Data extracted from a collection:
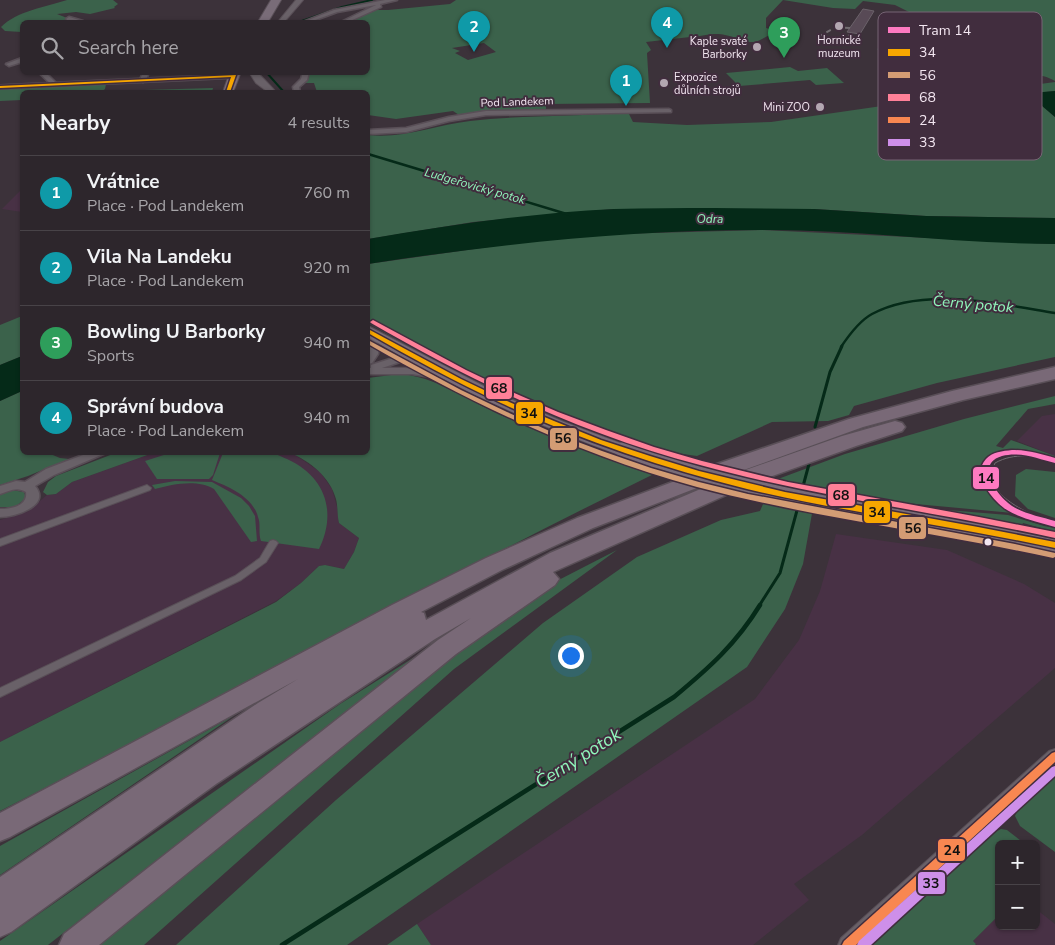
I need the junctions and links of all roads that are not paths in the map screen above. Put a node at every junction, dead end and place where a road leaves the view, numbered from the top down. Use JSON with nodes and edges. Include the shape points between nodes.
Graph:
{"nodes":[{"id":1,"x":276,"y":0,"type":"edge"},
{"id":2,"x":300,"y":0,"type":"edge"},
{"id":3,"x":394,"y":0,"type":"edge"},
{"id":4,"x":386,"y":1,"type":"edge"},
{"id":5,"x":69,"y":19,"type":"dead end"},
{"id":6,"x":73,"y":20,"type":"edge"},
{"id":7,"x":264,"y":20,"type":"edge"},
{"id":8,"x":283,"y":20,"type":"edge"},
{"id":9,"x":311,"y":20,"type":"edge"},
{"id":10,"x":348,"y":20,"type":"edge"},
{"id":11,"x":20,"y":61,"type":"edge"},
{"id":12,"x":8,"y":64,"type":"dead end"},
{"id":13,"x":44,"y":75,"type":"edge"},
{"id":14,"x":255,"y":75,"type":"edge"},
{"id":15,"x":305,"y":75,"type":"edge"},
{"id":16,"x":144,"y":76,"type":"edge"},
{"id":17,"x":232,"y":81,"type":"edge"},
{"id":18,"x":54,"y":84,"type":"junction"},
{"id":19,"x":0,"y":87,"type":"edge"},
{"id":20,"x":270,"y":90,"type":"edge"},
{"id":21,"x":297,"y":90,"type":"edge"},
{"id":22,"x":669,"y":111,"type":"dead end"},
{"id":23,"x":370,"y":132,"type":"edge"},
{"id":24,"x":370,"y":332,"type":"edge"},
{"id":25,"x":370,"y":339,"type":"edge"},
{"id":26,"x":409,"y":356,"type":"junction"},
{"id":27,"x":370,"y":358,"type":"edge"},
{"id":28,"x":370,"y":369,"type":"edge"},
{"id":29,"x":370,"y":370,"type":"edge"},
{"id":30,"x":1055,"y":373,"type":"edge"},
{"id":31,"x":444,"y":376,"type":"junction"},
{"id":32,"x":1055,"y":385,"type":"edge"},
{"id":33,"x":853,"y":432,"type":"junction"},
{"id":34,"x":95,"y":455,"type":"edge"},
{"id":35,"x":770,"y":461,"type":"junction"},
{"id":36,"x":745,"y":478,"type":"dead end"},
{"id":37,"x":714,"y":482,"type":"junction"},
{"id":38,"x":27,"y":486,"type":"junction"},
{"id":39,"x":147,"y":488,"type":"dead end"},
{"id":40,"x":0,"y":490,"type":"edge"},
{"id":41,"x":642,"y":502,"type":"junction"},
{"id":42,"x":0,"y":513,"type":"edge"},
{"id":43,"x":0,"y":543,"type":"edge"},
{"id":44,"x":273,"y":543,"type":"dead end"},
{"id":45,"x":1055,"y":545,"type":"edge"},
{"id":46,"x":0,"y":693,"type":"edge"},
{"id":47,"x":1055,"y":756,"type":"edge"},
{"id":48,"x":0,"y":828,"type":"edge"},
{"id":49,"x":0,"y":894,"type":"edge"},
{"id":50,"x":0,"y":922,"type":"edge"},
{"id":51,"x":75,"y":945,"type":"edge"},
{"id":52,"x":848,"y":945,"type":"edge"}],
"edges":[{"from":1,"to":7,"type":"main road"},
{"from":2,"to":8,"type":"street"},
{"from":3,"to":4,"type":"street"},
{"from":4,"to":9,"type":"street","via":[[336,11]]},
{"from":4,"to":10,"type":"street"},
{"from":5,"to":6,"type":"street"},
{"from":11,"to":12,"type":"street"},
{"from":13,"to":18,"type":"street"},
{"from":14,"to":20,"type":"street"},
{"from":15,"to":21,"type":"street"},
{"from":16,"to":17,"type":"street","via":[[214,77]]},
{"from":16,"to":18,"type":"street"},
{"from":18,"to":19,"type":"street"},
{"from":22,"to":23,"type":"street","name":"Pod Landekem","via":[[500,112],[449,119],[406,130]]},
{"from":24,"to":26,"type":"main road"},
{"from":25,"to":27,"type":"street","via":[[374,345]]},
{"from":26,"to":28,"type":"street"},
{"from":26,"to":31,"type":"main road"},
{"from":29,"to":31,"type":"street","via":[[412,370]]},
{"from":30,"to":33,"type":"highway","via":[[959,395]]},
{"from":31,"to":45,"type":"main road","bridge":true,"via":[[518,411],[625,451],[744,485]]},
{"from":32,"to":33,"type":"highway","via":[[920,420]]},
{"from":33,"to":35,"type":"highway"},
{"from":34,"to":38,"type":"street","via":[[50,472]]},
{"from":35,"to":36,"type":"highway"},
{"from":35,"to":37,"type":"highway"},
{"from":37,"to":41,"type":"highway"},
{"from":37,"to":50,"type":"highway","via":[[558,559],[426,632],[268,734]]},
{"from":37,"to":51,"type":"highway","via":[[674,515],[617,540],[545,580],[447,647]]},
{"from":38,"to":40,"type":"street"},
{"from":38,"to":42,"type":"street","via":[[34,495],[28,505]]},
{"from":39,"to":43,"type":"street"},
{"from":41,"to":48,"type":"highway","via":[[585,523],[494,564]]},
{"from":41,"to":49,"type":"highway","via":[[411,621],[227,738]]},
{"from":44,"to":46,"type":"street","via":[[263,560],[238,578]]},
{"from":47,"to":52,"type":"street"}]}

Task:
Return each record above as it stands. Pictures stay out.

Solved problem:
I need the junctions and links of all roads that are not paths in the map screen above. Put a node at every junction, dead end and place where a road leaves the view, numbered from the top down. Use JSON with nodes and edges. Include the shape points between nodes.
Graph:
{"nodes":[{"id":1,"x":276,"y":0,"type":"edge"},
{"id":2,"x":300,"y":0,"type":"edge"},
{"id":3,"x":394,"y":0,"type":"edge"},
{"id":4,"x":386,"y":1,"type":"edge"},
{"id":5,"x":69,"y":19,"type":"dead end"},
{"id":6,"x":73,"y":20,"type":"edge"},
{"id":7,"x":264,"y":20,"type":"edge"},
{"id":8,"x":283,"y":20,"type":"edge"},
{"id":9,"x":311,"y":20,"type":"edge"},
{"id":10,"x":348,"y":20,"type":"edge"},
{"id":11,"x":20,"y":61,"type":"edge"},
{"id":12,"x":8,"y":64,"type":"dead end"},
{"id":13,"x":44,"y":75,"type":"edge"},
{"id":14,"x":255,"y":75,"type":"edge"},
{"id":15,"x":305,"y":75,"type":"edge"},
{"id":16,"x":144,"y":76,"type":"edge"},
{"id":17,"x":232,"y":81,"type":"edge"},
{"id":18,"x":54,"y":84,"type":"junction"},
{"id":19,"x":0,"y":87,"type":"edge"},
{"id":20,"x":270,"y":90,"type":"edge"},
{"id":21,"x":297,"y":90,"type":"edge"},
{"id":22,"x":669,"y":111,"type":"dead end"},
{"id":23,"x":370,"y":132,"type":"edge"},
{"id":24,"x":370,"y":332,"type":"edge"},
{"id":25,"x":370,"y":339,"type":"edge"},
{"id":26,"x":409,"y":356,"type":"junction"},
{"id":27,"x":370,"y":358,"type":"edge"},
{"id":28,"x":370,"y":369,"type":"edge"},
{"id":29,"x":370,"y":370,"type":"edge"},
{"id":30,"x":1055,"y":373,"type":"edge"},
{"id":31,"x":444,"y":376,"type":"junction"},
{"id":32,"x":1055,"y":385,"type":"edge"},
{"id":33,"x":853,"y":432,"type":"junction"},
{"id":34,"x":95,"y":455,"type":"edge"},
{"id":35,"x":770,"y":461,"type":"junction"},
{"id":36,"x":745,"y":478,"type":"dead end"},
{"id":37,"x":714,"y":482,"type":"junction"},
{"id":38,"x":27,"y":486,"type":"junction"},
{"id":39,"x":147,"y":488,"type":"dead end"},
{"id":40,"x":0,"y":490,"type":"edge"},
{"id":41,"x":642,"y":502,"type":"junction"},
{"id":42,"x":0,"y":513,"type":"edge"},
{"id":43,"x":0,"y":543,"type":"edge"},
{"id":44,"x":273,"y":543,"type":"dead end"},
{"id":45,"x":1055,"y":545,"type":"edge"},
{"id":46,"x":0,"y":693,"type":"edge"},
{"id":47,"x":1055,"y":756,"type":"edge"},
{"id":48,"x":0,"y":828,"type":"edge"},
{"id":49,"x":0,"y":894,"type":"edge"},
{"id":50,"x":0,"y":922,"type":"edge"},
{"id":51,"x":75,"y":945,"type":"edge"},
{"id":52,"x":848,"y":945,"type":"edge"}],
"edges":[{"from":1,"to":7,"type":"main road"},
{"from":2,"to":8,"type":"street"},
{"from":3,"to":4,"type":"street"},
{"from":4,"to":9,"type":"street","via":[[336,11]]},
{"from":4,"to":10,"type":"street"},
{"from":5,"to":6,"type":"street"},
{"from":11,"to":12,"type":"street"},
{"from":13,"to":18,"type":"street"},
{"from":14,"to":20,"type":"street"},
{"from":15,"to":21,"type":"street"},
{"from":16,"to":17,"type":"street","via":[[214,77]]},
{"from":16,"to":18,"type":"street"},
{"from":18,"to":19,"type":"street"},
{"from":22,"to":23,"type":"street","name":"Pod Landekem","via":[[500,112],[449,119],[406,130]]},
{"from":24,"to":26,"type":"main road"},
{"from":25,"to":27,"type":"street","via":[[374,345]]},
{"from":26,"to":28,"type":"street"},
{"from":26,"to":31,"type":"main road"},
{"from":29,"to":31,"type":"street","via":[[412,370]]},
{"from":30,"to":33,"type":"highway","via":[[959,395]]},
{"from":31,"to":45,"type":"main road","bridge":true,"via":[[518,411],[625,451],[744,485]]},
{"from":32,"to":33,"type":"highway","via":[[920,420]]},
{"from":33,"to":35,"type":"highway"},
{"from":34,"to":38,"type":"street","via":[[50,472]]},
{"from":35,"to":36,"type":"highway"},
{"from":35,"to":37,"type":"highway"},
{"from":37,"to":41,"type":"highway"},
{"from":37,"to":50,"type":"highway","via":[[558,559],[426,632],[268,734]]},
{"from":37,"to":51,"type":"highway","via":[[674,515],[617,540],[545,580],[447,647]]},
{"from":38,"to":40,"type":"street"},
{"from":38,"to":42,"type":"street","via":[[34,495],[28,505]]},
{"from":39,"to":43,"type":"street"},
{"from":41,"to":48,"type":"highway","via":[[585,523],[494,564]]},
{"from":41,"to":49,"type":"highway","via":[[411,621],[227,738]]},
{"from":44,"to":46,"type":"street","via":[[263,560],[238,578]]},
{"from":47,"to":52,"type":"street"}]}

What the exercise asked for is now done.